* [INPUT]:
- - - - -
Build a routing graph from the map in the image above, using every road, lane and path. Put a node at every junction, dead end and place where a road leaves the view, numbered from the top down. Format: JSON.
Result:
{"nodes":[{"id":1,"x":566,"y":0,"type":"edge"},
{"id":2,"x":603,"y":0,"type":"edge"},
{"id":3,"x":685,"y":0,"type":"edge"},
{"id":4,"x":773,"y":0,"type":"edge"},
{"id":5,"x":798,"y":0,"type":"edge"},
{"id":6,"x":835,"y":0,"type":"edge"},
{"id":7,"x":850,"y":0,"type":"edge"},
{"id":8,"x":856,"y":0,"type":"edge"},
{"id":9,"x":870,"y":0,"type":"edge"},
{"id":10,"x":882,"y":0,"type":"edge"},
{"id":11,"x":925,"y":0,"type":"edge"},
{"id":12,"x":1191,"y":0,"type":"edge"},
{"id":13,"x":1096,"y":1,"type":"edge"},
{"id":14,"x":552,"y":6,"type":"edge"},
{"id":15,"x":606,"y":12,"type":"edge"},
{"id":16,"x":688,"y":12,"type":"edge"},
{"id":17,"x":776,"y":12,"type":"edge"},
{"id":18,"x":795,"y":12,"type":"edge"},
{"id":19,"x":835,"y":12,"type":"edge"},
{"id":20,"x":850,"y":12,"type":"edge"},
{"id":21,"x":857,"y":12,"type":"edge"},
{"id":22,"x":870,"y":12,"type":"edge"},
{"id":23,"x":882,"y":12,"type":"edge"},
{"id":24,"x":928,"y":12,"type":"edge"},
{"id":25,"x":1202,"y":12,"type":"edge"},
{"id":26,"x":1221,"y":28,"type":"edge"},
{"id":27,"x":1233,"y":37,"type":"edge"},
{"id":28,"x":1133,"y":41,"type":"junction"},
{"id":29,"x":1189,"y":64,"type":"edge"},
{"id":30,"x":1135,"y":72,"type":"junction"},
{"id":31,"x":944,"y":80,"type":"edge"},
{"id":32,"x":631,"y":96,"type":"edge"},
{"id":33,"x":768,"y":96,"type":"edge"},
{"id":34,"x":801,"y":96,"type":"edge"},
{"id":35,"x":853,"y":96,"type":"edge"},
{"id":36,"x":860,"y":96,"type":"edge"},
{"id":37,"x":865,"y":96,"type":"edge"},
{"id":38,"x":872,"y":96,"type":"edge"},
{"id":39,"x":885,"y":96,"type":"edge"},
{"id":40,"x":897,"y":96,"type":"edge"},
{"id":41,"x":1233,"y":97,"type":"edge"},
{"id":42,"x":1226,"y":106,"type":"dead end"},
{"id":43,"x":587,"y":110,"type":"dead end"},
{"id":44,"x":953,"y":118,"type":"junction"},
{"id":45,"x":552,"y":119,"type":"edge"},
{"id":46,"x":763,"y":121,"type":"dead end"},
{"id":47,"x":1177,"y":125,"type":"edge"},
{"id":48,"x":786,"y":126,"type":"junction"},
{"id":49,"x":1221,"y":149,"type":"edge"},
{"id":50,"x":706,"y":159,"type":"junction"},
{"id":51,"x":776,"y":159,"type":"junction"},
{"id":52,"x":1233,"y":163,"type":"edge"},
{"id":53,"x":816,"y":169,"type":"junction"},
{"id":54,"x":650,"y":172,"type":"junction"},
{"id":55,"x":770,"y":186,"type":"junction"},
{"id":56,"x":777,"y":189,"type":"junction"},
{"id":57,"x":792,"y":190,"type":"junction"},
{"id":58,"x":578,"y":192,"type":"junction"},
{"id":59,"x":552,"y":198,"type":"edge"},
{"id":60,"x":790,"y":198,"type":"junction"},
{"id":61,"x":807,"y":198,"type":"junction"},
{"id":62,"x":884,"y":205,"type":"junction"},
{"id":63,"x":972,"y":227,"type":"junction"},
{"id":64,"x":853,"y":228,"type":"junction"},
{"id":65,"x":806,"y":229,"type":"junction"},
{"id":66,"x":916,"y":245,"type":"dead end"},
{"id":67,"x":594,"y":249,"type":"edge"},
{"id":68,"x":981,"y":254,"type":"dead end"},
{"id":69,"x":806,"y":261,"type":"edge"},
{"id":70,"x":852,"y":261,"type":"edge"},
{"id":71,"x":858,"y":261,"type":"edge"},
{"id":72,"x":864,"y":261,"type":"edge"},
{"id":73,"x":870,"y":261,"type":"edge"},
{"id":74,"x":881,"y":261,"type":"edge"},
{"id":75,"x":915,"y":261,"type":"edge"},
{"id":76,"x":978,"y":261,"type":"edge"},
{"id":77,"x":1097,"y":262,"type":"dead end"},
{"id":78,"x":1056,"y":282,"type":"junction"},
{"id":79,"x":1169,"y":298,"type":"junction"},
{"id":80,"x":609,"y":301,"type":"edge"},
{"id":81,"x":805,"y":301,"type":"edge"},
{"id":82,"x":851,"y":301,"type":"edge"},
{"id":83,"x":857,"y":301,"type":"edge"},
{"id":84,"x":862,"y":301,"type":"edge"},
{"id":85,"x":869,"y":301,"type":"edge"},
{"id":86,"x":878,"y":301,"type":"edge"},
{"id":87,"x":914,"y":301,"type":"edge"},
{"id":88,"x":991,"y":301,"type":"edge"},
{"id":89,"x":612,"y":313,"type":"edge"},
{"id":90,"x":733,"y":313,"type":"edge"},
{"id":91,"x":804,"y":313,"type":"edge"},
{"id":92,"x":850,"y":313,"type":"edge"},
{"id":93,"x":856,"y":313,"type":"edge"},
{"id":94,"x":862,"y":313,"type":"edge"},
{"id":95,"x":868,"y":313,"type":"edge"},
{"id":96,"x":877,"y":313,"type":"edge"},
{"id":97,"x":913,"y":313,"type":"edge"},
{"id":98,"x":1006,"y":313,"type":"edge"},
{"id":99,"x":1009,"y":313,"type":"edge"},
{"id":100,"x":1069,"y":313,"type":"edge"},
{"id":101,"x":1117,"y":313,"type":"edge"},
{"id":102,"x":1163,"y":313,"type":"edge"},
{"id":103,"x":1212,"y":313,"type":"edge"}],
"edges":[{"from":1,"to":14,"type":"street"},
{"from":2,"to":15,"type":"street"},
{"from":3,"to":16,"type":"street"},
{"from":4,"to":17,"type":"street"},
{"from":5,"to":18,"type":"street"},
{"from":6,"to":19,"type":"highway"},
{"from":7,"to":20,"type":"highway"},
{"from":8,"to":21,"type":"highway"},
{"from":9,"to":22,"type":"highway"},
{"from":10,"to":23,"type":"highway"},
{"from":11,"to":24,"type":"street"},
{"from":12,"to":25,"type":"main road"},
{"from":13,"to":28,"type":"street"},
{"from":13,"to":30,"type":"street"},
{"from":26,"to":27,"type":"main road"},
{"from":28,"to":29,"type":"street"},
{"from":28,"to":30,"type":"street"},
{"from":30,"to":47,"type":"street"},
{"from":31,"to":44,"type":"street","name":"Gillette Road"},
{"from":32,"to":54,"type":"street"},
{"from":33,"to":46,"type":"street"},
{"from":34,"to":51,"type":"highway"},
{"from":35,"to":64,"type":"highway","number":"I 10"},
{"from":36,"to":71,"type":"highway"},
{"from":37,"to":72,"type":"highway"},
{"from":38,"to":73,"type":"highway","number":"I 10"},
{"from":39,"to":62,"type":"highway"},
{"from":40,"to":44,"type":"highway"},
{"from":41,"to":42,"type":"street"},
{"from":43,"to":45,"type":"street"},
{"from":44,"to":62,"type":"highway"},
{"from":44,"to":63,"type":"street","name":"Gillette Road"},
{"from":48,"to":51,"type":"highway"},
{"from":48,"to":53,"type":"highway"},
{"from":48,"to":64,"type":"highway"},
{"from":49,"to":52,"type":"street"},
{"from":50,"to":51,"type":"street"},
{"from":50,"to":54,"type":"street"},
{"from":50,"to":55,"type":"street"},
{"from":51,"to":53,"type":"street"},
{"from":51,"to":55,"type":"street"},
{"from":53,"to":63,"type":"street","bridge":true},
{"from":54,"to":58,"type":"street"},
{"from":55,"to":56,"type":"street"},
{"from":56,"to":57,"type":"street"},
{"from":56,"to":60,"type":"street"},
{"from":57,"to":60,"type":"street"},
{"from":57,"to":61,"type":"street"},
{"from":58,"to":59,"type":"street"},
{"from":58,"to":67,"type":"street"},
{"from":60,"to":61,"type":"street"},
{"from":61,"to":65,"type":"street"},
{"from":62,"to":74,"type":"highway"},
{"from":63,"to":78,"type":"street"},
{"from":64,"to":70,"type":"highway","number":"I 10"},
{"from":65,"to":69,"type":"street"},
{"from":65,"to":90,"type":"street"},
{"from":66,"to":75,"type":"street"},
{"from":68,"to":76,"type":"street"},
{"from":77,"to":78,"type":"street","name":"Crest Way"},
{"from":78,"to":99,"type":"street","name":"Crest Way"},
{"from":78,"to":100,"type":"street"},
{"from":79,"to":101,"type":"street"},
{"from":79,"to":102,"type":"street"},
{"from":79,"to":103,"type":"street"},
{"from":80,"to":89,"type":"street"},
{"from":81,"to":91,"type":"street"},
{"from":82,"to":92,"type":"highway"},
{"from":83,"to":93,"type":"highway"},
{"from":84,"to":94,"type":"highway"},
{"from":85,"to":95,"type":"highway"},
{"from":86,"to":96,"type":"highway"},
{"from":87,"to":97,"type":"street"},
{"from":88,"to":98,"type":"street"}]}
- - - - -
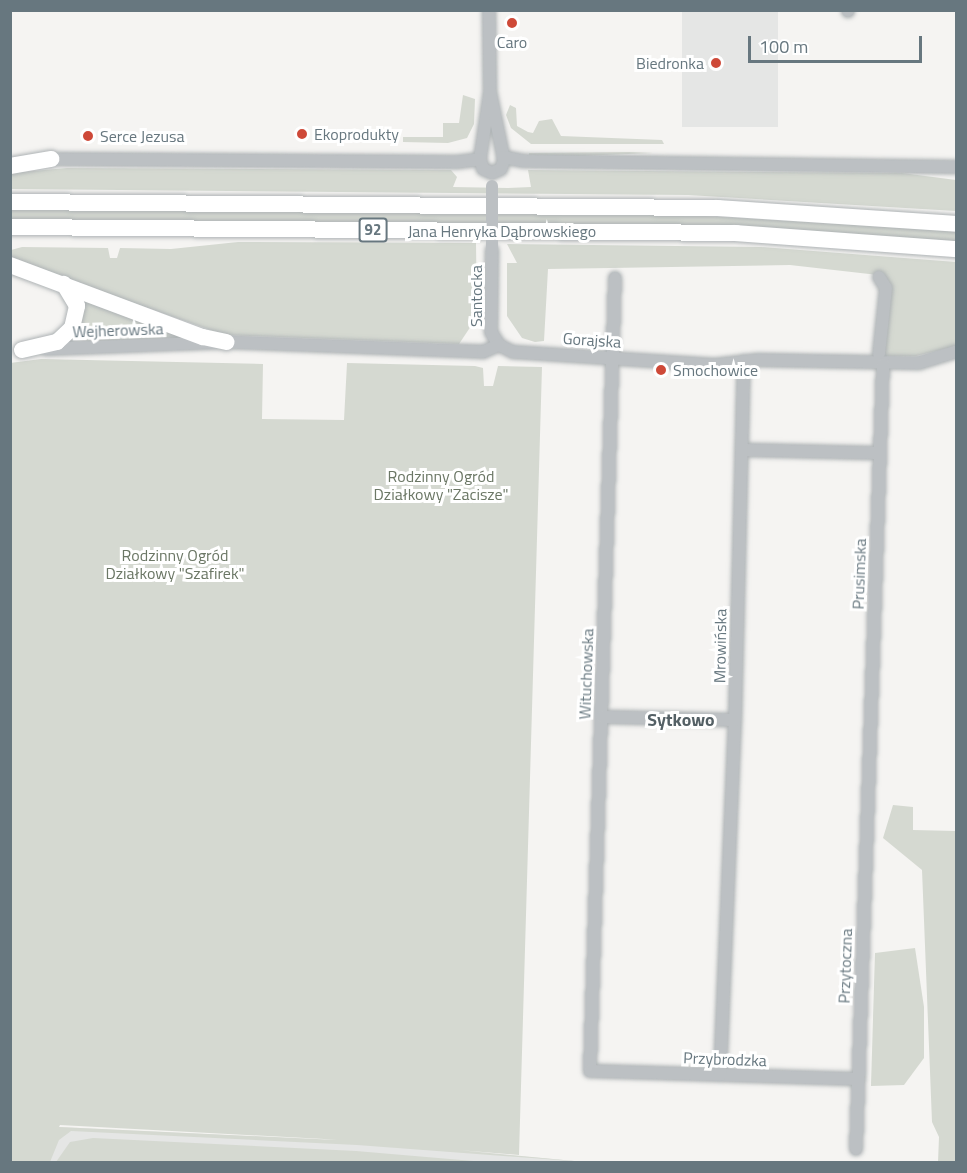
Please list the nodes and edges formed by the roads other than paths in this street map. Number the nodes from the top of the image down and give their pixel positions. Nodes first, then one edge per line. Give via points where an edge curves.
- - - - -
* [DESCRIPTION OF THE TASK]: The lines to copy are those above that contain "where".

* [PROBLEM SOLUTION]:
Build a routing graph from the map in the image above, using every road, lane and path. Put a node at every junction, dead end and place where a road leaves the view, numbered from the top down. Format: JSON.
Please list the nodes and edges formed by the roads other than paths in this street map. Number the nodes from the top of the image down and give their pixel positions. Nodes first, then one edge per line. Give via points where an edge curves.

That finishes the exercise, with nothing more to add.